Incidentally, that's what my handle is about: I remind myself everyday I'm
just a moron who puts his britches on one leg at a time like everyone else.
It's helped me stop caring about code and start caring about my customers'
needs. The code I write is what is necessary and sufficient for the task at
hand, and as soon as it is no longer necessary or sufficient, it gets deleted
or augmented without argument.

And I do catch myself, "but I like this code", and I remember the handle.
"Just a moron for hire". Yep, delete the code, it's nothing.
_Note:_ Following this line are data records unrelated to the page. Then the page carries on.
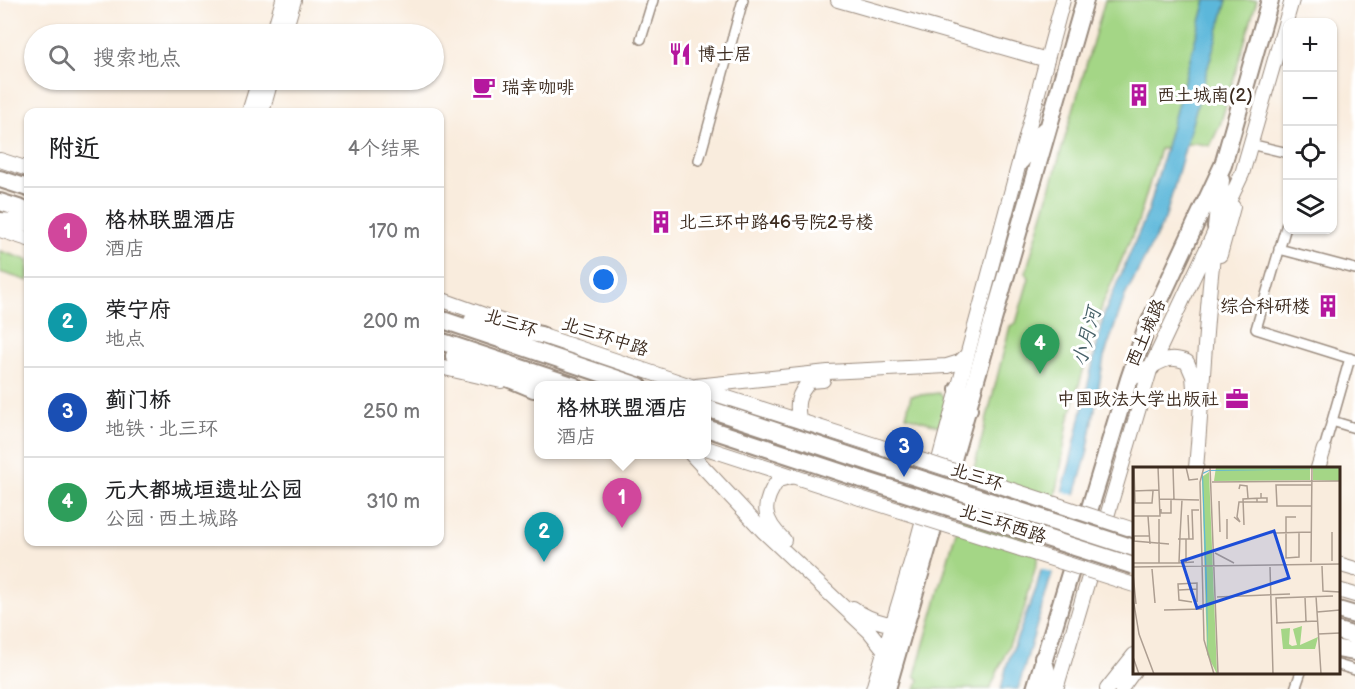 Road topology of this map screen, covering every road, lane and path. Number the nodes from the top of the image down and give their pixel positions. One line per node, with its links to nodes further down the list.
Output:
1 (283, 0): 10 (street)
2 (294, 0): 11 (street)
3 (653, 0): 12 (street)
4 (743, 0): 22 (street)
5 (838, 0): 13 (street)
6 (1063, 0): 13 (street)
7 (1085, 0): 18 (highway)
8 (1270, 0): 24 (highway)
9 (1292, 0): 19 (street, 西土城路)
10 (276, 24)
11 (287, 24)
12 (641, 39)
13 (1047, 60): 23 (street)
14 (256, 90): 16 (street)
15 (268, 90): 17 (street)
16 (250, 108)
17 (263, 108)
18 (1049, 123): 23 (highway); 59 (highway)
19 (1250, 144): 20 (street); 26 (street, 西土城路)
20 (1283, 152)
21 (0, 160): 25 (street)
22 (699, 160)
23 (1021, 161): 46 (street)
24 (1223, 165): 33 (highway); 50 (highway, 西土城路)
25 (24, 168)
26 (1242, 174): 33 (street, 西土城路); 40 (street)
27 (0, 179): 28 (highway)
28 (24, 187)
29 (0, 202): 30 (highway)
30 (24, 210)
31 (0, 221): 32 (highway)
32 (24, 223)
33 (1216, 227): 40 (street); 48 (street, 西土城路)
34 (0, 230): 36 (street)
35 (1283, 234): 37 (street)
36 (24, 238)
37 (1279, 249): 38 (street); 47 (street)
38 (1355, 269)
39 (444, 299): 43 (street, 北三环中路)
40 (1206, 307): 69 (street)
41 (444, 315): 43 (highway)
42 (444, 321): 52 (highway, 北三环)
43 (541, 335): 53 (street, 北三环中路)
44 (444, 342): 51 (highway)
45 (444, 353): 55 (highway)
46 (966, 356): 54 (street); 57 (street)
47 (1352, 359): 62 (street)
48 (1151, 367): 50 (highway); 68 (street); 98 (street, 西土城路)
49 (444, 369): 56 (street)
50 (1129, 379): 90 (highway, 西土城路)
51 (560, 381)
52 (624, 381)
53 (676, 381)
54 (711, 384)
55 (534, 388)
56 (534, 389)
57 (958, 389): 59 (highway); 61 (street); 83 (street)
58 (711, 392): 61 (street)
59 (969, 409): 79 (highway)
60 (711, 410): 73 (highway, 北三环, bridge)
61 (800, 421): 72 (street, 北三环西路, bridge)
62 (1332, 421): 63 (street); 65 (street)
63 (1355, 428)
64 (711, 430): 75 (highway, 北三环, bridge)
65 (1324, 448): 70 (street)
66 (711, 450): 71 (street)
67 (696, 459): 87 (street)
68 (1190, 467)
69 (1196, 467)
70 (1318, 467)
71 (794, 476): 77 (street, 北三环西路, bridge); 83 (street)
72 (1133, 530)
73 (1133, 548)
74 (1340, 565): 76 (street)
75 (1133, 567)
76 (1355, 569)
77 (1133, 585)
78 (1340, 591): 80 (street)
79 (916, 592): 83 (highway); 95 (highway)
80 (1355, 595)
81 (1340, 611): 82 (highway)
82 (1355, 615)
83 (894, 621): 87 (street)
84 (1340, 632): 85 (highway)
85 (1355, 636)
86 (1340, 650): 88 (highway)
87 (886, 652): 95 (highway); 96 (street)
88 (1355, 654)
89 (1133, 656): 99 (street)
90 (1043, 658): 97 (highway, 西土城路); 98 (highway)
91 (1340, 666): 92 (street)
92 (1355, 670)
93 (1133, 672): 100 (street)
94 (1300, 674): 101 (street)
95 (889, 683)
96 (873, 689)
97 (1035, 689)
98 (1054, 689)
99 (1107, 689)
100 (1121, 689)
101 (1295, 689)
I've had people on message boards reply, "it's hard to take you seriously with
your name...". Yeah, no shit. Quit taking people on the Internets so
seriously, mostly because they have no impact on your life and you shouldn't
let them rise to the level of giving a shit about them.

------
jokoon
Depends on how you sync it. bt sync is really awesome, and i'm really waiting
to see all computing done in p2p, which is not the same thing than in "the
cloud". The cloud is still centralized so that they can control the content in
some way.

I really wish I could have the skill, time and motivation to work on p2p techs
like the ones bittorrent is working on. But defining what you want to do on
p2p is really hard and is unexplored.

Every geek nerd investor/programmer you-name-it will join the current
mainstream herd and tell you to make facebook apps, iphone apps, android apps,
and advise you to auth your blog comments with twitter or openid.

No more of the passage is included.